*Problem description*.
Could you write out exactly, and only, the lines from the one containing "I need the junctions and links of every" through the last line of the data, leaving out all pictures?

Records from a dataset

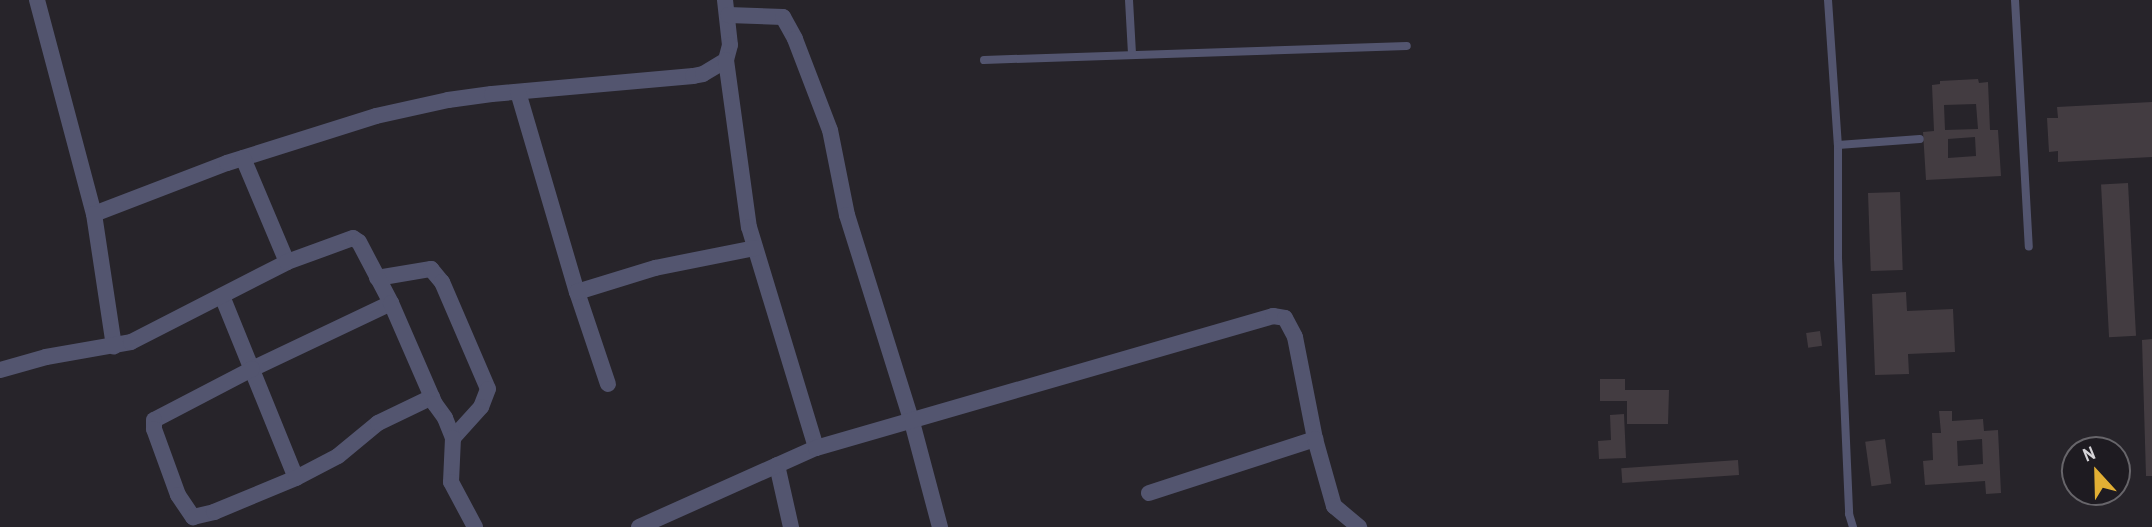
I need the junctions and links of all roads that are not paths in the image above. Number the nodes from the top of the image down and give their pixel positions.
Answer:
1 (37, 0) edge
2 (1129, 0) edge
3 (1828, 0) edge
4 (2015, 0) edge
5 (726, 8) edge
6 (1406, 46) dead end
7 (1132, 54) junction
8 (726, 60) junction
9 (984, 60) dead end
10 (518, 92) junction
11 (1920, 139) dead end
12 (1838, 145) junction
13 (243, 158) junction
14 (94, 214) junction
15 (2029, 247) dead end
16 (755, 248) junction
17 (287, 262) junction
18 (377, 278) junction
19 (577, 292) junction
20 (222, 296) junction
21 (391, 303) junction
22 (114, 347) junction
23 (252, 369) junction
24 (0, 370) edge
25 (608, 384) dead end
26 (432, 397) junction
27 (912, 422) junction
28 (453, 438) junction
29 (1315, 439) junction
30 (816, 448) junction
31 (777, 465) junction
32 (296, 478) junction
33 (1149, 493) dead end
34 (475, 527) edge
35 (639, 527) edge
36 (791, 527) edge
37 (940, 527) edge
38 (1359, 527) edge
39 (1853, 527) edge

1 - 14 street
2 - 7 lane
3 - 12 lane
4 - 15 lane
5 - 8 street
5 - 27 street
6 - 7 lane
7 - 9 lane
8 - 10 street
8 - 16 street
10 - 13 street
10 - 19 street
11 - 12 lane
12 - 39 lane
13 - 14 street
13 - 17 street
14 - 22 street
16 - 19 street
16 - 30 street
17 - 18 street
17 - 20 street
18 - 21 street
18 - 28 street
19 - 25 street
20 - 22 street
20 - 23 street
21 - 23 street
21 - 26 street
22 - 24 street
23 - 32 street
23 - 32 street
26 - 28 street
26 - 32 street
27 - 29 street
27 - 30 street
27 - 37 street
28 - 34 street
29 - 33 street
29 - 38 street
30 - 31 street
31 - 35 street
31 - 36 street

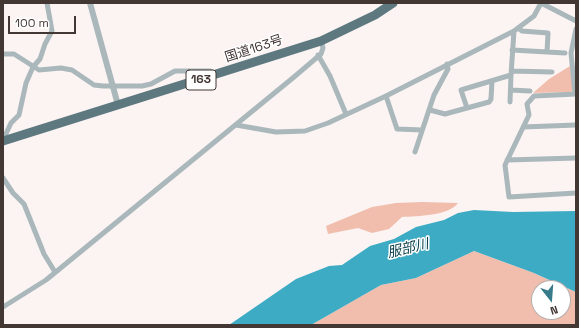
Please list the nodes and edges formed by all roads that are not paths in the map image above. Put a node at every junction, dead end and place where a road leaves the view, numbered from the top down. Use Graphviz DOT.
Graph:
graph roads {
  1 [pos="47,3"];
  2 [pos="90,3"];
  3 [pos="393,3"];
  4 [pos="541,3"];
  5 [pos="576,21"];
  6 [pos="516,29"];
  7 [pos="576,29"];
  8 [pos="321,41"];
  9 [pos="512,50"];
  10 [pos="547,52"];
  11 [pos="565,52"];
  12 [pos="3,54"];
  13 [pos="318,55"];
  14 [pos="447,64"];
  15 [pos="33,67"];
  16 [pos="552,72"];
  17 [pos="511,73"];
  18 [pos="216,75"];
  19 [pos="492,81"];
  20 [pos="112,86"];
  21 [pos="511,90"];
  22 [pos="530,91"];
  23 [pos="575,94"];
  24 [pos="386,96"];
  25 [pos="510,102"];
  26 [pos="118,106"];
  27 [pos="467,108"];
  28 [pos="430,110"];
  29 [pos="346,114"];
  30 [pos="236,125"];
  31 [pos="576,125"];
  32 [pos="523,127"];
  33 [pos="422,130"];
  34 [pos="3,141"];
  35 [pos="415,152"];
  36 [pos="576,158"];
  37 [pos="507,160"];
  38 [pos="3,178"];
  39 [pos="576,193"];
  40 [pos="55,272"];
  41 [pos="3,307"];
  1 -- 15 [label="street"];
  2 -- 20 [label="street"];
  3 -- 8 [label="highway, 国道163号 / 163"];
  4 -- 5 [label="street"];
  4 -- 6 [label="street"];
  6 -- 9 [label="street"];
  6 -- 10 [label="street"];
  6 -- 14 [label="street"];
  7 -- 23 [label="street"];
  8 -- 13 [label="street"];
  8 -- 18 [label="highway, 国道163号 / 163"];
  9 -- 10 [label="street"];
  9 -- 17 [label="street"];
  10 -- 11 [label="street"];
  12 -- 15 [label="street"];
  13 -- 29 [label="street"];
  13 -- 30 [label="street"];
  14 -- 24 [label="street"];
  14 -- 28 [label="street"];
  15 -- 20 [label="street"];
  15 -- 34 [label="street"];
  16 -- 17 [label="street"];
  17 -- 19 [label="street"];
  17 -- 21 [label="street"];
  18 -- 20 [label="street"];
  18 -- 26 [label="highway, 国道163号 / 163"];
  19 -- 27 [label="street"];
  19 -- 27 [label="street"];
  20 -- 26 [label="street"];
  21 -- 22 [label="street"];
  21 -- 25 [label="street"];
  23 -- 32 [label="street"];
  24 -- 29 [label="street"];
  24 -- 33 [label="street"];
  26 -- 34 [label="highway, 国道163号 / 163"];
  27 -- 28 [label="street"];
  28 -- 33 [label="street"];
  29 -- 30 [label="street"];
  30 -- 40 [label="street"];
  31 -- 32 [label="street"];
  32 -- 37 [label="street"];
  33 -- 35 [label="street"];
  36 -- 37 [label="street"];
  37 -- 39 [label="street"];
  38 -- 40 [label="street"];
  40 -- 41 [label="street"];
}
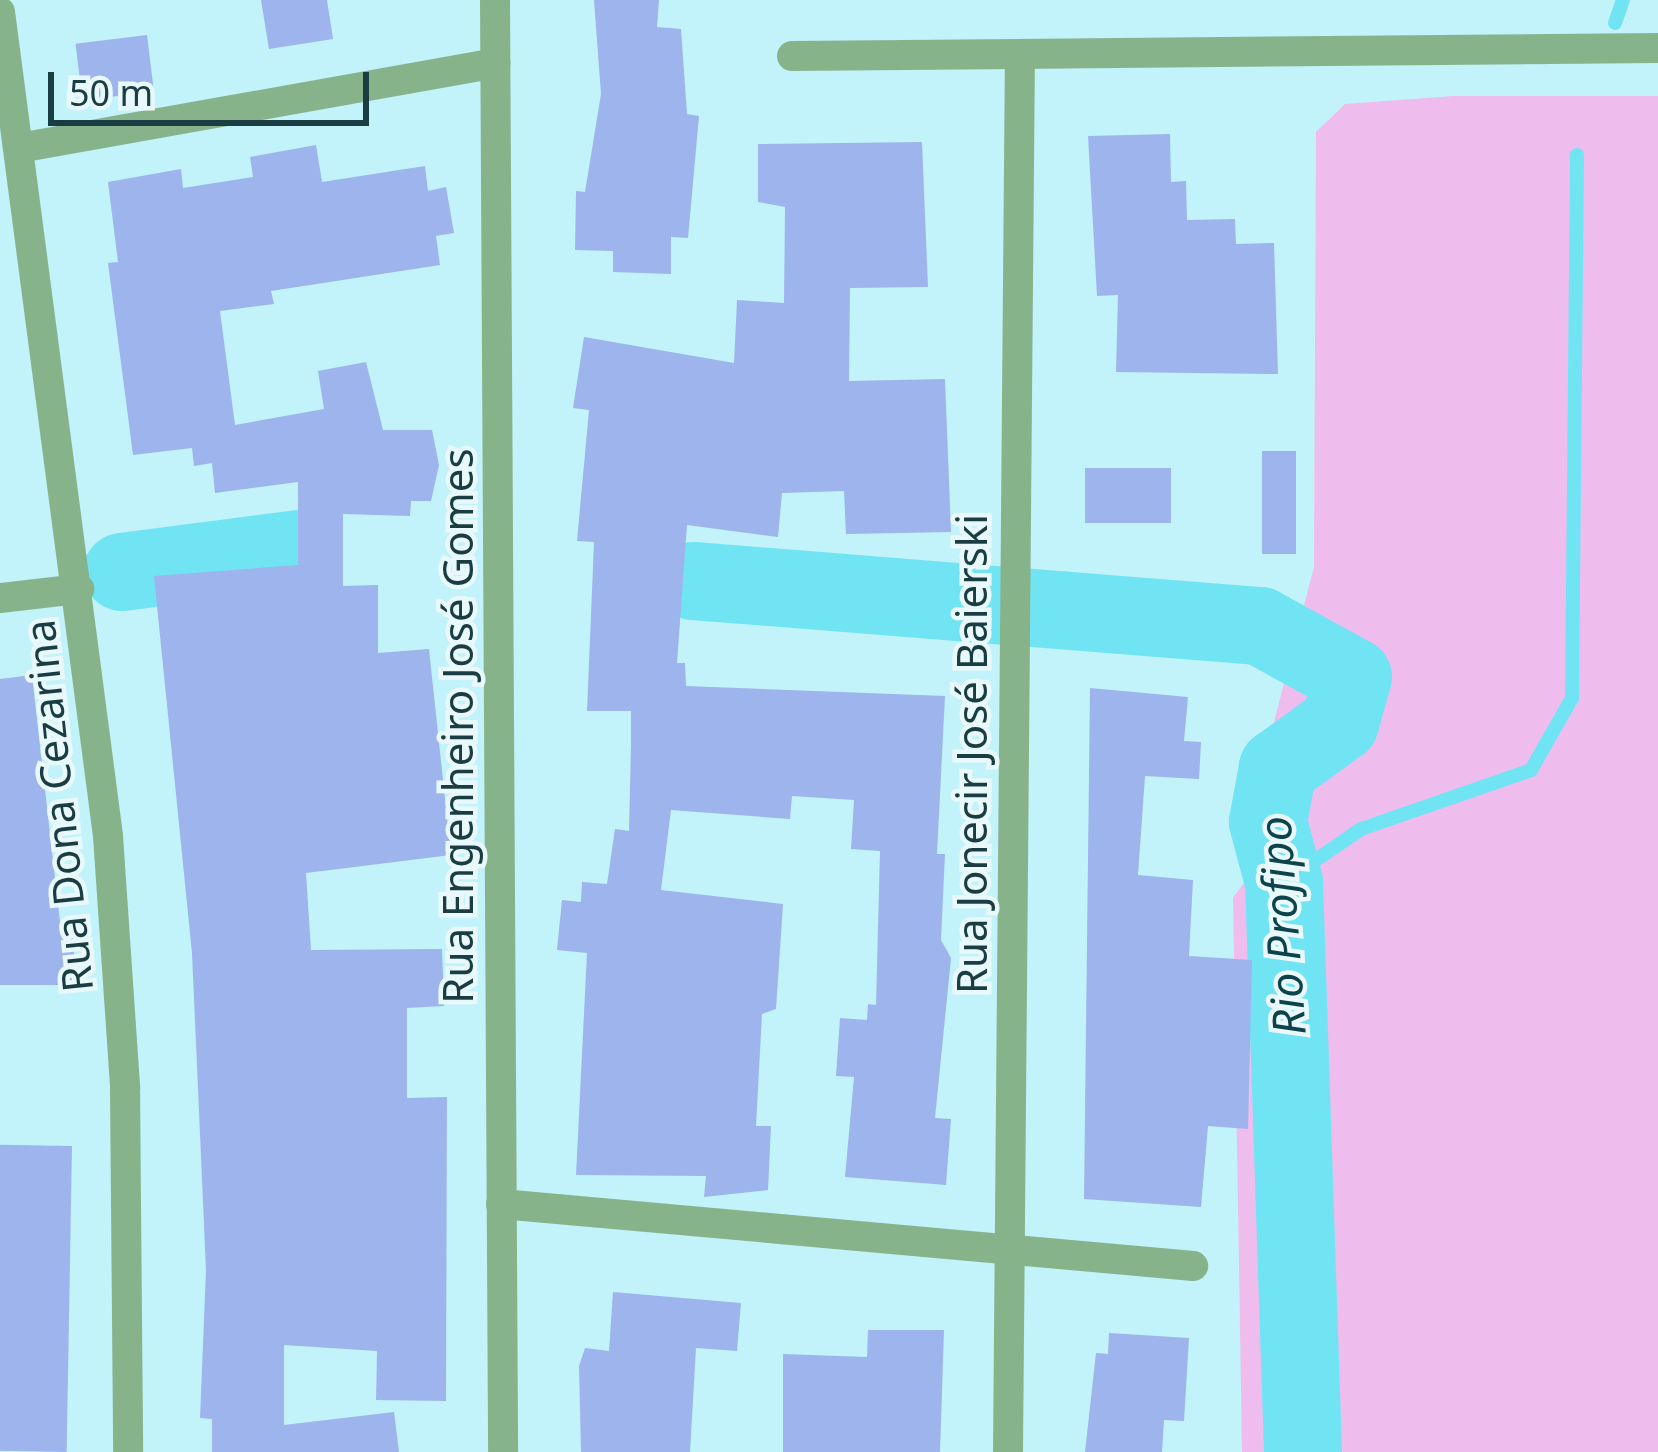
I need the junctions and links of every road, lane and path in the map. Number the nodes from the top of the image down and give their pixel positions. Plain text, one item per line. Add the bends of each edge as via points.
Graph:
1 (495, 0) edge
2 (0, 12) edge
3 (1658, 48) edge
4 (792, 56) dead end
5 (1021, 57) junction
6 (495, 63) junction
7 (19, 148) junction
8 (79, 589) junction
9 (0, 598) edge
10 (501, 1204) junction
11 (1009, 1250) junction
12 (1193, 1266) dead end
13 (128, 1452) edge
14 (503, 1452) edge
15 (1008, 1452) edge

1 - 6 street, Rua Engenheiro José Gomes
2 - 7 street, Rua Dona Cezarina
3 - 5 street
4 - 5 street
5 - 11 street, Rua Jonecir José Baierski
6 - 7 street
6 - 10 street, Rua Engenheiro José Gomes
7 - 8 street, Rua Dona Cezarina
8 - 9 street
8 - 13 street, Rua Dona Cezarina via 118,965
10 - 11 street
10 - 14 street, Rua Engenheiro José Gomes
11 - 12 street
11 - 15 street, Rua Jonecir José Baierski

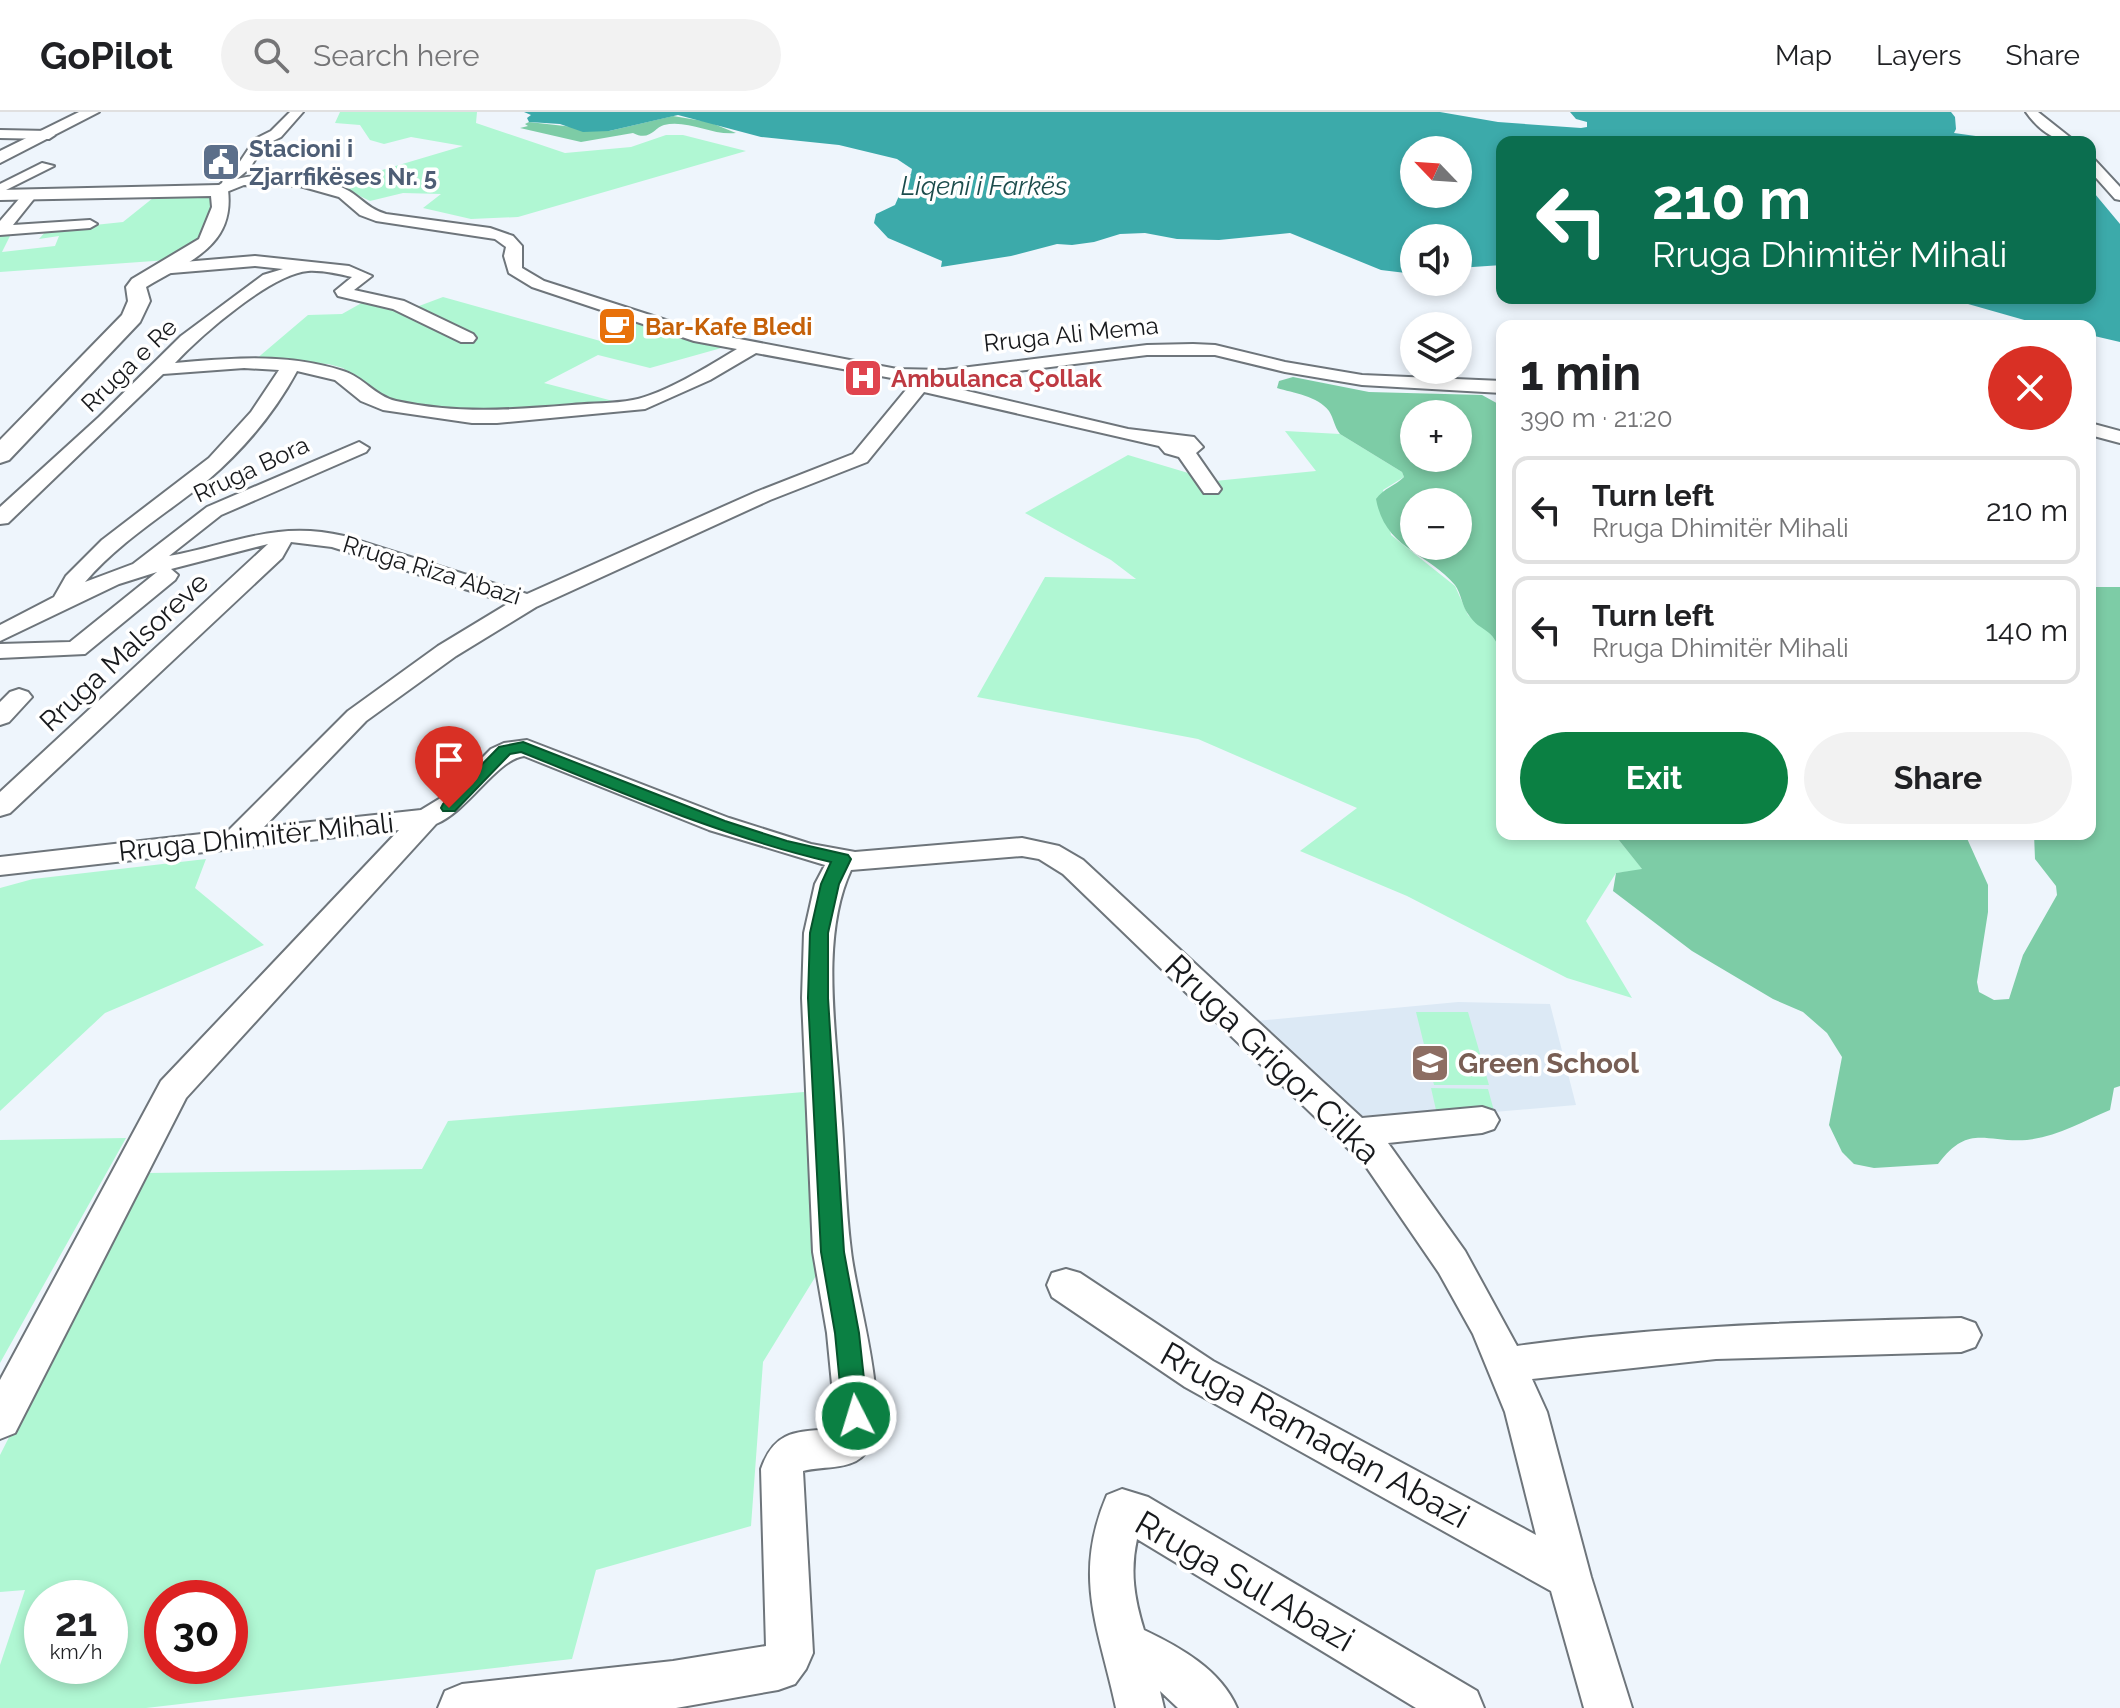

*Output for this task*.
I need the junctions and links of every road, lane and path in the map. Number the nodes from the top of the image down and give their pixel positions. Plain text, one item per line. Add the bends of each edge as via points.
Graph:
1 (495, 0) edge
2 (0, 12) edge
3 (1658, 48) edge
4 (792, 56) dead end
5 (1021, 57) junction
6 (495, 63) junction
7 (19, 148) junction
8 (79, 589) junction
9 (0, 598) edge
10 (501, 1204) junction
11 (1009, 1250) junction
12 (1193, 1266) dead end
13 (128, 1452) edge
14 (503, 1452) edge
15 (1008, 1452) edge

1 - 6 street, Rua Engenheiro José Gomes
2 - 7 street, Rua Dona Cezarina
3 - 5 street
4 - 5 street
5 - 11 street, Rua Jonecir José Baierski
6 - 7 street
6 - 10 street, Rua Engenheiro José Gomes
7 - 8 street, Rua Dona Cezarina
8 - 9 street
8 - 13 street, Rua Dona Cezarina via 118,965
10 - 11 street
10 - 14 street, Rua Engenheiro José Gomes
11 - 12 street
11 - 15 street, Rua Jonecir José Baierski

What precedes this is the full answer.